The data must be given again in full, with no line altered.

- _Provided records_
☆ ☆ ☆

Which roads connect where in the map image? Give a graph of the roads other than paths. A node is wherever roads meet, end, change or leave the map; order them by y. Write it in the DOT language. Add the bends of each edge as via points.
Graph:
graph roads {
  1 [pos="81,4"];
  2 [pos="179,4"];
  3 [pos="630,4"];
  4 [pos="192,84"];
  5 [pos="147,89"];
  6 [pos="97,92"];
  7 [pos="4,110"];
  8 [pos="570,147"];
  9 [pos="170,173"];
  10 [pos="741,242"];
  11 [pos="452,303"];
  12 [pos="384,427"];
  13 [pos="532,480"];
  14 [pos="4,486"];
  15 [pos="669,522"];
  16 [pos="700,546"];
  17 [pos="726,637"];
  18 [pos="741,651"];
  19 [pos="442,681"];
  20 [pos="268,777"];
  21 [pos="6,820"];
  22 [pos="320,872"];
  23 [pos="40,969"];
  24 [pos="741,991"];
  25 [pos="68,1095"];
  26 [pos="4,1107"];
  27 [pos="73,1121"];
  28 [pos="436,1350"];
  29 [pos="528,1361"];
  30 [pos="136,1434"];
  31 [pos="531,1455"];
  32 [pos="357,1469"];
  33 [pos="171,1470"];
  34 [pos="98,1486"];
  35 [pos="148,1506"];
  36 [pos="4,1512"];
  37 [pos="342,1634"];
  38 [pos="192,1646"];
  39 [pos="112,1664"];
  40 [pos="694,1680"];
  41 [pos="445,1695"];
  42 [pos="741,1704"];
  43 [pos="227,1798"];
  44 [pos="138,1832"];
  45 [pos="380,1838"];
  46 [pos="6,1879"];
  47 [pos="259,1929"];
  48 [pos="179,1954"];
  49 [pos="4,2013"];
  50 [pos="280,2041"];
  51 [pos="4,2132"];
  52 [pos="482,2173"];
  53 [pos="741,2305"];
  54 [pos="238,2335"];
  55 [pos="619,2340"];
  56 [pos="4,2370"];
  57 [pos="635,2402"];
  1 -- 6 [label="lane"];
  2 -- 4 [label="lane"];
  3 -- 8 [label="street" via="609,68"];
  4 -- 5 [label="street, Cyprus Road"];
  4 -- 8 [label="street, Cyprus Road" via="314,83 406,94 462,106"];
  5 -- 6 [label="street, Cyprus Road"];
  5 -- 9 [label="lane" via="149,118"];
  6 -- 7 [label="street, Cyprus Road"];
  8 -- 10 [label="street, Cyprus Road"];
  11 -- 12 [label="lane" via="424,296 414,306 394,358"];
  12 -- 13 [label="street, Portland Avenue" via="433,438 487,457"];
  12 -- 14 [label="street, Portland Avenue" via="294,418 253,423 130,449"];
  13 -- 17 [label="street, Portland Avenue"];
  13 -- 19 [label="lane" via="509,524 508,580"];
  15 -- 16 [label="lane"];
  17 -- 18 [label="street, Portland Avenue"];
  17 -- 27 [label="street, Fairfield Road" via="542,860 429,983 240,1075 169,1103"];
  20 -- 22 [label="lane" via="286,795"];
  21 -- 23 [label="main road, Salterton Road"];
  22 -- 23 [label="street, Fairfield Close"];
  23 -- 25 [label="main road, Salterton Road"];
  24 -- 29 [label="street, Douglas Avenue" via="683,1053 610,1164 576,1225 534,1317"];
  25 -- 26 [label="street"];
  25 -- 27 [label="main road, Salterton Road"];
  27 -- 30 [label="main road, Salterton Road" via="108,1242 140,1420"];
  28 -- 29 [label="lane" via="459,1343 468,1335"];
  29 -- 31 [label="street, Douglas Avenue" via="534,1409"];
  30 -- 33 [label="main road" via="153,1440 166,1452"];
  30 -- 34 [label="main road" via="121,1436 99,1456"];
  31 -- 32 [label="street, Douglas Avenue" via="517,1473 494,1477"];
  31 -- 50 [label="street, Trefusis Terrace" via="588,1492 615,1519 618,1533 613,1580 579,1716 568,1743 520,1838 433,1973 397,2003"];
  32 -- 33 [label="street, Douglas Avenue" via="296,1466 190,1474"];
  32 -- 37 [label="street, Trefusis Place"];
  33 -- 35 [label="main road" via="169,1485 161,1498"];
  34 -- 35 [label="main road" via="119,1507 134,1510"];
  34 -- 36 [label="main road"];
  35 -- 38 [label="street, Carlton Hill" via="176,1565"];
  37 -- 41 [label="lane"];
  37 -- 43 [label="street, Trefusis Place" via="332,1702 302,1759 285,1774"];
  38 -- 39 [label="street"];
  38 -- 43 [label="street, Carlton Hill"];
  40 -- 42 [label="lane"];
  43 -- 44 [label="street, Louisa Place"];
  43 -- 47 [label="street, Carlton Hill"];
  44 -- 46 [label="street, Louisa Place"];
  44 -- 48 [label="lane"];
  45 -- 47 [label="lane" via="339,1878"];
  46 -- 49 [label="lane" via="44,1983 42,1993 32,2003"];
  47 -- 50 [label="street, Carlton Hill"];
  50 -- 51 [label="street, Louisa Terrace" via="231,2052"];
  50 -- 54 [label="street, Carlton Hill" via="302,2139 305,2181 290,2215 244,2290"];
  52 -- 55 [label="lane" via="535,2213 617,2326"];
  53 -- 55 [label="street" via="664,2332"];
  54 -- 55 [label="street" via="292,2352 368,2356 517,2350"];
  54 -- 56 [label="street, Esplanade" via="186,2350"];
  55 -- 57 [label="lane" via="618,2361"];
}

☆ ☆ ☆

- _Solution for this exercise_
Which roads connect where in the map image? Give a graph of the roads other than paths. A node is wherever roads meet, end, change or leave the map; order them by y. Write it in the DOT language. Add the bends of each edge as via points.
Graph:
graph roads {
  1 [pos="81,4"];
  2 [pos="179,4"];
  3 [pos="630,4"];
  4 [pos="192,84"];
  5 [pos="147,89"];
  6 [pos="97,92"];
  7 [pos="4,110"];
  8 [pos="570,147"];
  9 [pos="170,173"];
  10 [pos="741,242"];
  11 [pos="452,303"];
  12 [pos="384,427"];
  13 [pos="532,480"];
  14 [pos="4,486"];
  15 [pos="669,522"];
  16 [pos="700,546"];
  17 [pos="726,637"];
  18 [pos="741,651"];
  19 [pos="442,681"];
  20 [pos="268,777"];
  21 [pos="6,820"];
  22 [pos="320,872"];
  23 [pos="40,969"];
  24 [pos="741,991"];
  25 [pos="68,1095"];
  26 [pos="4,1107"];
  27 [pos="73,1121"];
  28 [pos="436,1350"];
  29 [pos="528,1361"];
  30 [pos="136,1434"];
  31 [pos="531,1455"];
  32 [pos="357,1469"];
  33 [pos="171,1470"];
  34 [pos="98,1486"];
  35 [pos="148,1506"];
  36 [pos="4,1512"];
  37 [pos="342,1634"];
  38 [pos="192,1646"];
  39 [pos="112,1664"];
  40 [pos="694,1680"];
  41 [pos="445,1695"];
  42 [pos="741,1704"];
  43 [pos="227,1798"];
  44 [pos="138,1832"];
  45 [pos="380,1838"];
  46 [pos="6,1879"];
  47 [pos="259,1929"];
  48 [pos="179,1954"];
  49 [pos="4,2013"];
  50 [pos="280,2041"];
  51 [pos="4,2132"];
  52 [pos="482,2173"];
  53 [pos="741,2305"];
  54 [pos="238,2335"];
  55 [pos="619,2340"];
  56 [pos="4,2370"];
  57 [pos="635,2402"];
  1 -- 6 [label="lane"];
  2 -- 4 [label="lane"];
  3 -- 8 [label="street" via="609,68"];
  4 -- 5 [label="street, Cyprus Road"];
  4 -- 8 [label="street, Cyprus Road" via="314,83 406,94 462,106"];
  5 -- 6 [label="street, Cyprus Road"];
  5 -- 9 [label="lane" via="149,118"];
  6 -- 7 [label="street, Cyprus Road"];
  8 -- 10 [label="street, Cyprus Road"];
  11 -- 12 [label="lane" via="424,296 414,306 394,358"];
  12 -- 13 [label="street, Portland Avenue" via="433,438 487,457"];
  12 -- 14 [label="street, Portland Avenue" via="294,418 253,423 130,449"];
  13 -- 17 [label="street, Portland Avenue"];
  13 -- 19 [label="lane" via="509,524 508,580"];
  15 -- 16 [label="lane"];
  17 -- 18 [label="street, Portland Avenue"];
  17 -- 27 [label="street, Fairfield Road" via="542,860 429,983 240,1075 169,1103"];
  20 -- 22 [label="lane" via="286,795"];
  21 -- 23 [label="main road, Salterton Road"];
  22 -- 23 [label="street, Fairfield Close"];
  23 -- 25 [label="main road, Salterton Road"];
  24 -- 29 [label="street, Douglas Avenue" via="683,1053 610,1164 576,1225 534,1317"];
  25 -- 26 [label="street"];
  25 -- 27 [label="main road, Salterton Road"];
  27 -- 30 [label="main road, Salterton Road" via="108,1242 140,1420"];
  28 -- 29 [label="lane" via="459,1343 468,1335"];
  29 -- 31 [label="street, Douglas Avenue" via="534,1409"];
  30 -- 33 [label="main road" via="153,1440 166,1452"];
  30 -- 34 [label="main road" via="121,1436 99,1456"];
  31 -- 32 [label="street, Douglas Avenue" via="517,1473 494,1477"];
  31 -- 50 [label="street, Trefusis Terrace" via="588,1492 615,1519 618,1533 613,1580 579,1716 568,1743 520,1838 433,1973 397,2003"];
  32 -- 33 [label="street, Douglas Avenue" via="296,1466 190,1474"];
  32 -- 37 [label="street, Trefusis Place"];
  33 -- 35 [label="main road" via="169,1485 161,1498"];
  34 -- 35 [label="main road" via="119,1507 134,1510"];
  34 -- 36 [label="main road"];
  35 -- 38 [label="street, Carlton Hill" via="176,1565"];
  37 -- 41 [label="lane"];
  37 -- 43 [label="street, Trefusis Place" via="332,1702 302,1759 285,1774"];
  38 -- 39 [label="street"];
  38 -- 43 [label="street, Carlton Hill"];
  40 -- 42 [label="lane"];
  43 -- 44 [label="street, Louisa Place"];
  43 -- 47 [label="street, Carlton Hill"];
  44 -- 46 [label="street, Louisa Place"];
  44 -- 48 [label="lane"];
  45 -- 47 [label="lane" via="339,1878"];
  46 -- 49 [label="lane" via="44,1983 42,1993 32,2003"];
  47 -- 50 [label="street, Carlton Hill"];
  50 -- 51 [label="street, Louisa Terrace" via="231,2052"];
  50 -- 54 [label="street, Carlton Hill" via="302,2139 305,2181 290,2215 244,2290"];
  52 -- 55 [label="lane" via="535,2213 617,2326"];
  53 -- 55 [label="street" via="664,2332"];
  54 -- 55 [label="street" via="292,2352 368,2356 517,2350"];
  54 -- 56 [label="street, Esplanade" via="186,2350"];
  55 -- 57 [label="lane" via="618,2361"];
}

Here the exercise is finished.